Facebook has quietly launched its Express WiFi app on Google Play, and it's now available for download in Indonesia and Kenya. The application gives users a way to purchase internet connection from participating businesses instead of paying for a more expensive and, in many places in developing nations, typically slow and spotty mobile connection. Facebook originally launched its Express WiFi program in India last year, but it required users to download an app from a telecom to reconfigure their phone settings. This Google Play app will make the program's rollout in other countries much smoother and easier.
A Facebook spokesperson has confirmed the app's rollout to TechCrunch:
"Facebook is releasing the Express Wi-Fi app in the Google Play store to give people another simple and secure way to access fast, affordable internet through their local Express Wi-Fi hotspots."
Express WiFi identifies places that sell connections as "WiFi zones," and users can find the nearest one on a map within the application. Once connected, users can go to any website they want, download music, watch videos and so on and so forth, unlike with Facebook's Free Basics. The heavily criticized feature provides people in dozens of developing nations with free connection, but they can only access the social network itself along with a few services the company approved.

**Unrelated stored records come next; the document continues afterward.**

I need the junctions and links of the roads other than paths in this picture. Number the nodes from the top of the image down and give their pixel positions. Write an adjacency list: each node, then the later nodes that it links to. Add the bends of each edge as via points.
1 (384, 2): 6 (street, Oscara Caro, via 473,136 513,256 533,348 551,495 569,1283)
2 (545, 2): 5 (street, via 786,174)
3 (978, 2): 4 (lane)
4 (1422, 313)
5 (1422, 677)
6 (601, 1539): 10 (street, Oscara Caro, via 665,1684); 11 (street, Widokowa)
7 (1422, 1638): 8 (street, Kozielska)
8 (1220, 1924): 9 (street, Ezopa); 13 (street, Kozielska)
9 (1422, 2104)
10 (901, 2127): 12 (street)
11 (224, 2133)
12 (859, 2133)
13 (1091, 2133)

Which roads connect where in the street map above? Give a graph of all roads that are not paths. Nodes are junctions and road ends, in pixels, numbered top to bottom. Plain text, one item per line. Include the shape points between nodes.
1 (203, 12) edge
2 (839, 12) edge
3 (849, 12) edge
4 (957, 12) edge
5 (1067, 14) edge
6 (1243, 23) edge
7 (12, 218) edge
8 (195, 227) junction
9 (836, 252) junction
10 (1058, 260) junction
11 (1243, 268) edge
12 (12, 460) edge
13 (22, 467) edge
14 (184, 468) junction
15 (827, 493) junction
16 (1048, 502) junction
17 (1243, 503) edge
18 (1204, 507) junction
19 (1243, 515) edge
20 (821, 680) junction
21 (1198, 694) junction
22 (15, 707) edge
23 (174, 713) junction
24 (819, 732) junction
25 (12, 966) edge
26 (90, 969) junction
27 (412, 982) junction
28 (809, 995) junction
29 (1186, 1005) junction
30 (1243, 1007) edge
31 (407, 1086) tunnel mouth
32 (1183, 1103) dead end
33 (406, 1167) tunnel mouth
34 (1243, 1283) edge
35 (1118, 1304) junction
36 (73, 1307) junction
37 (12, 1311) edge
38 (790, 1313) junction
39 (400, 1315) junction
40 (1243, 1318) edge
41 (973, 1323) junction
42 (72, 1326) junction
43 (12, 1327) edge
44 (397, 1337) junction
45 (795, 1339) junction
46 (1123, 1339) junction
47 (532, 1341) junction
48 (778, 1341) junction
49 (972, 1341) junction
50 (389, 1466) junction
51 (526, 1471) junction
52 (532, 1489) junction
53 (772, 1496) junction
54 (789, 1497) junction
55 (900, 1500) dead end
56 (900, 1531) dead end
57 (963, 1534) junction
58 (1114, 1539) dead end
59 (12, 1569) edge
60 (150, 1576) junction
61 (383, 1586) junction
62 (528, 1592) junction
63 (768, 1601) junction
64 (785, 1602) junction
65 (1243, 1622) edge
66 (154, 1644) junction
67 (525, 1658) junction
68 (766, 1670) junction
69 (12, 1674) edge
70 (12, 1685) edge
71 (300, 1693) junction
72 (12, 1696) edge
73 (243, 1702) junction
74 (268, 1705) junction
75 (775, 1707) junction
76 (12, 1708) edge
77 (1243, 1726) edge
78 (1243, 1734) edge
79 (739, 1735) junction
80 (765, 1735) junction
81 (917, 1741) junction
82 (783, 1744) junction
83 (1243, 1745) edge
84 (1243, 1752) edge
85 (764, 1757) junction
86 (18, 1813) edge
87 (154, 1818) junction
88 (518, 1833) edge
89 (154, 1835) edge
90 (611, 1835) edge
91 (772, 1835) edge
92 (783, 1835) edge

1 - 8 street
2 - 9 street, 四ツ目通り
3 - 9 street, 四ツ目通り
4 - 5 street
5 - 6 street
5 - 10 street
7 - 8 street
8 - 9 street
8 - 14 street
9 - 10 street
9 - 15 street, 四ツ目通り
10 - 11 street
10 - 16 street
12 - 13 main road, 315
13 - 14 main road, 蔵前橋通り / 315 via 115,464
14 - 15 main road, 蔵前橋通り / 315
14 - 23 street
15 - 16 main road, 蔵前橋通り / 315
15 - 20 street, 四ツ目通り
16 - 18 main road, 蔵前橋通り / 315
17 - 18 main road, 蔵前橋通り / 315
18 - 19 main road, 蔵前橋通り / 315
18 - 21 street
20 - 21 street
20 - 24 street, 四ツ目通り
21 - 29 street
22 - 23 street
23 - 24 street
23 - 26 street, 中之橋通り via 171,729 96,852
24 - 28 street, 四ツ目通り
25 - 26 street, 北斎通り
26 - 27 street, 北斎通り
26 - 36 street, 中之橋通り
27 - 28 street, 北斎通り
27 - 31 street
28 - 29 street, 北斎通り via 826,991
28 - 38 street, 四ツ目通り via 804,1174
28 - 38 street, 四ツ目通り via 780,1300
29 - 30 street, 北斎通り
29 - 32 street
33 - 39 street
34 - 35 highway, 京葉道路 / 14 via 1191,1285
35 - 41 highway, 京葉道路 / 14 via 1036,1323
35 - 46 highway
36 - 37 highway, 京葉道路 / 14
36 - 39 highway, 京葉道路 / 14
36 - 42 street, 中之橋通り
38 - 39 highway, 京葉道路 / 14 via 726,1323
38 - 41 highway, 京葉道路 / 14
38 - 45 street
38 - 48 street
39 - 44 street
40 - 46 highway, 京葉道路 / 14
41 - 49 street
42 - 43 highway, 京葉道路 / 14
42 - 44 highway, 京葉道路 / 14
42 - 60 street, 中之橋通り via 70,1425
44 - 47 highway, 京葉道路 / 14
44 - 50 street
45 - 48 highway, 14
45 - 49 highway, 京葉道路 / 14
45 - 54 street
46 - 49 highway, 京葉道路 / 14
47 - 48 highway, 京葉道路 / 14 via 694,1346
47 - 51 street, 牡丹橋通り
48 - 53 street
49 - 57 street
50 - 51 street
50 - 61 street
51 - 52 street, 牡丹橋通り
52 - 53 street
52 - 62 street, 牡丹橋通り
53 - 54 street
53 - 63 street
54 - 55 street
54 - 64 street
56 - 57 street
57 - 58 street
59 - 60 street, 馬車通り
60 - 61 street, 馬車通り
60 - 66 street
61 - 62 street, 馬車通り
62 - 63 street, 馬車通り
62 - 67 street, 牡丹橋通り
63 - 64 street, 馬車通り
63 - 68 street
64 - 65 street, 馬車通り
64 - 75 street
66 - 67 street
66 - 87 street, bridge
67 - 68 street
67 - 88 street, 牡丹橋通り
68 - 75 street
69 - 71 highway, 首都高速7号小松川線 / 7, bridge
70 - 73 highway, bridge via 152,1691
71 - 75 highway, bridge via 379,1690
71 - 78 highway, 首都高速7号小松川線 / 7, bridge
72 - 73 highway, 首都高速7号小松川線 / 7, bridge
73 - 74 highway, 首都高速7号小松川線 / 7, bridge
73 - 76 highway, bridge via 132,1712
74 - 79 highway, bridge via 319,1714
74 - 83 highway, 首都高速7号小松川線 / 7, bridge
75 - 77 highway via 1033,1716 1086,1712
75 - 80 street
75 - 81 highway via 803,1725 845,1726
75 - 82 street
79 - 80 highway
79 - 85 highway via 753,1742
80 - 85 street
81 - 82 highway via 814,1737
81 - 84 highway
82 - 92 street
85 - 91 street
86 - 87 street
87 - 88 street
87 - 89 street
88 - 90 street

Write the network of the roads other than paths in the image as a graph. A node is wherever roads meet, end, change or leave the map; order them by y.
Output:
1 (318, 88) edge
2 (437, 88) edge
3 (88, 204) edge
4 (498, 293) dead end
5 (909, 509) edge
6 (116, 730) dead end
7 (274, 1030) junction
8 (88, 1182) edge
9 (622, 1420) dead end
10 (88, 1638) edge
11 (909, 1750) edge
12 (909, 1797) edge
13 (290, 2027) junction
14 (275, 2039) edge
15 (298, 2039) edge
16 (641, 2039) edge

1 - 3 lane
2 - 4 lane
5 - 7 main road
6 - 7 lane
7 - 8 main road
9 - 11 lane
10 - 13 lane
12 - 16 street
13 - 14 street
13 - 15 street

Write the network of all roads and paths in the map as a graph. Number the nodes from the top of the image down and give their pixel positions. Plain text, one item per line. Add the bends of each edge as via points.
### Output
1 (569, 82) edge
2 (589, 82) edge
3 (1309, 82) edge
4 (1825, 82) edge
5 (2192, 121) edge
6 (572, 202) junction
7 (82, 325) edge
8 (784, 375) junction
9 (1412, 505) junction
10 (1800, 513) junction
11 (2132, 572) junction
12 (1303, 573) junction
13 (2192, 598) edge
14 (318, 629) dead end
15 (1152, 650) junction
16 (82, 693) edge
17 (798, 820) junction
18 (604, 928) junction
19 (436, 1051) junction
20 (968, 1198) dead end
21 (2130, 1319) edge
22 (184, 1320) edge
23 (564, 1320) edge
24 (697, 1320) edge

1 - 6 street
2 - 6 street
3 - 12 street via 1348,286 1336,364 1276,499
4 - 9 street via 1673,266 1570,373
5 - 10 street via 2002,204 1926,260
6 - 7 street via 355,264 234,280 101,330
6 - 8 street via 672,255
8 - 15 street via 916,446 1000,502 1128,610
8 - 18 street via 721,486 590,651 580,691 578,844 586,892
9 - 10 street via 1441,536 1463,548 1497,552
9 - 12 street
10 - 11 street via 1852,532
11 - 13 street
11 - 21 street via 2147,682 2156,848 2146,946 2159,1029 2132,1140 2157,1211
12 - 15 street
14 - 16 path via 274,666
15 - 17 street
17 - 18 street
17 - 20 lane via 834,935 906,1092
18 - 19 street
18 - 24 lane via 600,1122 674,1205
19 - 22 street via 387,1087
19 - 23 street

In countries where most people can't afford or don't have access to mobile data, Free Basics has made Facebook the internet. And since there's so much fake news circulating on the platform, Facebook has become a purveyor of misinformation. A connection that allows people to access what they want is definitely the better option. So long as the app's "data packs" are cheaper than potential users' local mobile data rates, I can see people paying for them.